Sunday, July 23, 2023

Nepal Yathra - Part III - Temples of Pokhara

Our next stop was Pokhara . It was our base station before we set out to Jomsom and from there to Muktinath. Pokhara is the capital of the Gandaki Province and the second busiest city after Kathmandu. It is also known as the Trekker's Paradise as it serves as the base and recharge unit for all those who visit Nepal for mountain tourism and trekking. The word Pokhara comes from the Nepali word Pokhari which means lake and true to its name, the city is located next to the Phewa Lake. Pokhara has a rich history and heritage and has featured as an important part of the Indo - China and subsequently Indo - Tibet trade routes.

Close up of the fish tail (Pic: Google)


Pokhara has several temples and we had an opportunity to visit a few of them, but before speaking about them, one has to mention Machchapuchre, part of the Annapurna range of mountains whose highest peak has never been climbed by mountaineers. Although much lower in height when compared to Mt. Everest, the Nepal Government has not given approval to anyone to set foot on the Machchapuchre (literally meaning Fish Tail, the name coming from the triangular shaped mountain with a twisted twin summit which gives the impression of a fish's tail)as it is considered holy by the Gurungs of Nepal. 

A view of Machchapuchre from the rooftop of our hotel
PC: Balaji Davey

Jimmy Roberts, considered as the Father of Mountain Tourism in Nepal, seems to have come very close to have summitting it in 1957, but when weather and situations forced his group to return without reaching the summit, he understood and respected the wish of the Gurungs and requested the Nepal Government to keep it off-limits for the trekkers. Till date, Machchapuchre is considered among the holy peaks prohibited for those attempting to summit it, like Mt. Kailash.

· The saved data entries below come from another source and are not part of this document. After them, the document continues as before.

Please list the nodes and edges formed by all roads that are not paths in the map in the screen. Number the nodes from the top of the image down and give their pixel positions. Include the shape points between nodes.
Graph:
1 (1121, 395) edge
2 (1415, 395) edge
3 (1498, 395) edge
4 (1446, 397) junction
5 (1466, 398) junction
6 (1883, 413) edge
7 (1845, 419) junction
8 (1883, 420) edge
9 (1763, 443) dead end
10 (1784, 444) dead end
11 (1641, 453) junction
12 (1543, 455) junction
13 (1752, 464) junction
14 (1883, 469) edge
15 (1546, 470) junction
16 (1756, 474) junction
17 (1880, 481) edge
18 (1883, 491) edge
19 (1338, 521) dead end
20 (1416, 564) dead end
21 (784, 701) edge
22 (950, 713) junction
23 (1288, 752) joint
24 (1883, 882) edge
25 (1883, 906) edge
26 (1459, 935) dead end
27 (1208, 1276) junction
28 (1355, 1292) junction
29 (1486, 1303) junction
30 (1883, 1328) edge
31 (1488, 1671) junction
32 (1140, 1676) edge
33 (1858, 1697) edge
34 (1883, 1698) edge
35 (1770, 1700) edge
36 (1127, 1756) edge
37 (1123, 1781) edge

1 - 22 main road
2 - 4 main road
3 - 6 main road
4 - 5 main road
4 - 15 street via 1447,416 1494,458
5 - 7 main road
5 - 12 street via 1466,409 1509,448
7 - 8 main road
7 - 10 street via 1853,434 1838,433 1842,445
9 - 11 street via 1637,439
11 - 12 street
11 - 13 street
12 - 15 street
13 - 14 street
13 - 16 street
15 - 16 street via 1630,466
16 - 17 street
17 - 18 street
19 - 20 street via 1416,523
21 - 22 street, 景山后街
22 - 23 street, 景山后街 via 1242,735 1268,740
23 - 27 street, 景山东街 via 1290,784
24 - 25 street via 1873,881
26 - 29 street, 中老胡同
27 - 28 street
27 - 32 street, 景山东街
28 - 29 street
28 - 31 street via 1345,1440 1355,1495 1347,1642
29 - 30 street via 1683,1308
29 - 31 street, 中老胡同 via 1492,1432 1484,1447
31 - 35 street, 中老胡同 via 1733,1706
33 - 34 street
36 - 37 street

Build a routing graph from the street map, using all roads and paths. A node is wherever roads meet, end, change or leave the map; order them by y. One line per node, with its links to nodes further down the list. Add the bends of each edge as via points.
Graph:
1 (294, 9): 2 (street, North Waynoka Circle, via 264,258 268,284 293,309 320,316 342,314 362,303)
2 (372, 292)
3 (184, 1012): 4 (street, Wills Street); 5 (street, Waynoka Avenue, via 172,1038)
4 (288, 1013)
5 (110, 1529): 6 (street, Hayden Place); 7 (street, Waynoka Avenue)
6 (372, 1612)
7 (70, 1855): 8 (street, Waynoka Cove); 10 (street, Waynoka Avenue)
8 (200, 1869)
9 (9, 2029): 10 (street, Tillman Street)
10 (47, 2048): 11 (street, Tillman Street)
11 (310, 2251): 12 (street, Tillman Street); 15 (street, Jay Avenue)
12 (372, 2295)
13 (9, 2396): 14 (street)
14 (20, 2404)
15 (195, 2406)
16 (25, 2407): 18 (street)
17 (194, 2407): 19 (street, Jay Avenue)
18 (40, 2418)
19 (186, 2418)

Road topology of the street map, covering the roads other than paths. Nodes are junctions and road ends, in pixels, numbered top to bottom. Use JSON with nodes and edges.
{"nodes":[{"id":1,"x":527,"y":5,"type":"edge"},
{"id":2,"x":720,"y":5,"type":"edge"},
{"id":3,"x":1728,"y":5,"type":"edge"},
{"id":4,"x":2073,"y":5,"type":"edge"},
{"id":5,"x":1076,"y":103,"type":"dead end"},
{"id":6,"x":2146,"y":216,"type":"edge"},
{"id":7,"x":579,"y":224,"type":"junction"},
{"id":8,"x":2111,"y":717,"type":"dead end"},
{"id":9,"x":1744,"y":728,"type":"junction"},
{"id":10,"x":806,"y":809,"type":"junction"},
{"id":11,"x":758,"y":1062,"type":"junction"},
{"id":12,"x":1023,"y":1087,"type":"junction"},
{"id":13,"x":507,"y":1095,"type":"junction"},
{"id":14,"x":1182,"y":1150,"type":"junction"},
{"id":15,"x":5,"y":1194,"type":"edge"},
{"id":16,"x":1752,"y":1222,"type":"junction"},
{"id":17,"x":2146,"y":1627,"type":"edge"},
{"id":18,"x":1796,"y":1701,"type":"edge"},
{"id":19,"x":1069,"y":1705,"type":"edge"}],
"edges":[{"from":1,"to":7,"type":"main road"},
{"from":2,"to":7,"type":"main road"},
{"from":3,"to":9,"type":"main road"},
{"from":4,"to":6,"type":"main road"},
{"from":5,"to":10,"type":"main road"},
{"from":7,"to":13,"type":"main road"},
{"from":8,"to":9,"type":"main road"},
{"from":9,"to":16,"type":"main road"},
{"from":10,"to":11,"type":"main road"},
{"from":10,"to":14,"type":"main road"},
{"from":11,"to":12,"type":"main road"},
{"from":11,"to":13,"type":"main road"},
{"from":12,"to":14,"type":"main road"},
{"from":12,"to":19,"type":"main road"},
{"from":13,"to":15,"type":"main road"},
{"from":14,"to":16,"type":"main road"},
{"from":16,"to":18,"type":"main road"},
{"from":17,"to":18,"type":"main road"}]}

Phewa Lake and the Tal Barahi Temple:

Phewa Lake is a freshwater lake on the shores of which stands Pokhara city and it is the second largest lake in Nepal. Since the lake is only 28 kilometres from the Annapurna range, it is common to see the reflection of Machchapuchre and the other peaks of the Annapurna range in the waters of Phewa. Therefore, thousands throng the lake set in pristine surroundings. 

Phewa Lake in Pokhara, Nepal

The Phewa Lake not just serves as a tourist spot, and a popular shopping area (the lakeside is surrounded by shops that sell various items required by trekkers for the climb. It also sells clothing and other items for tourists, but the prices are steeper when compared to other areas) but also as a popular pilgrim location. At the centre of the lake, in an island is the Tal Barahi Temple, which is the most important temple in Pokhara. This temple can only be visited by boat, and there are several boats that ply through the day to the temple.

Boats getting ready to ply to the Tal Barahi Temple (Pic: Suresh Joshi)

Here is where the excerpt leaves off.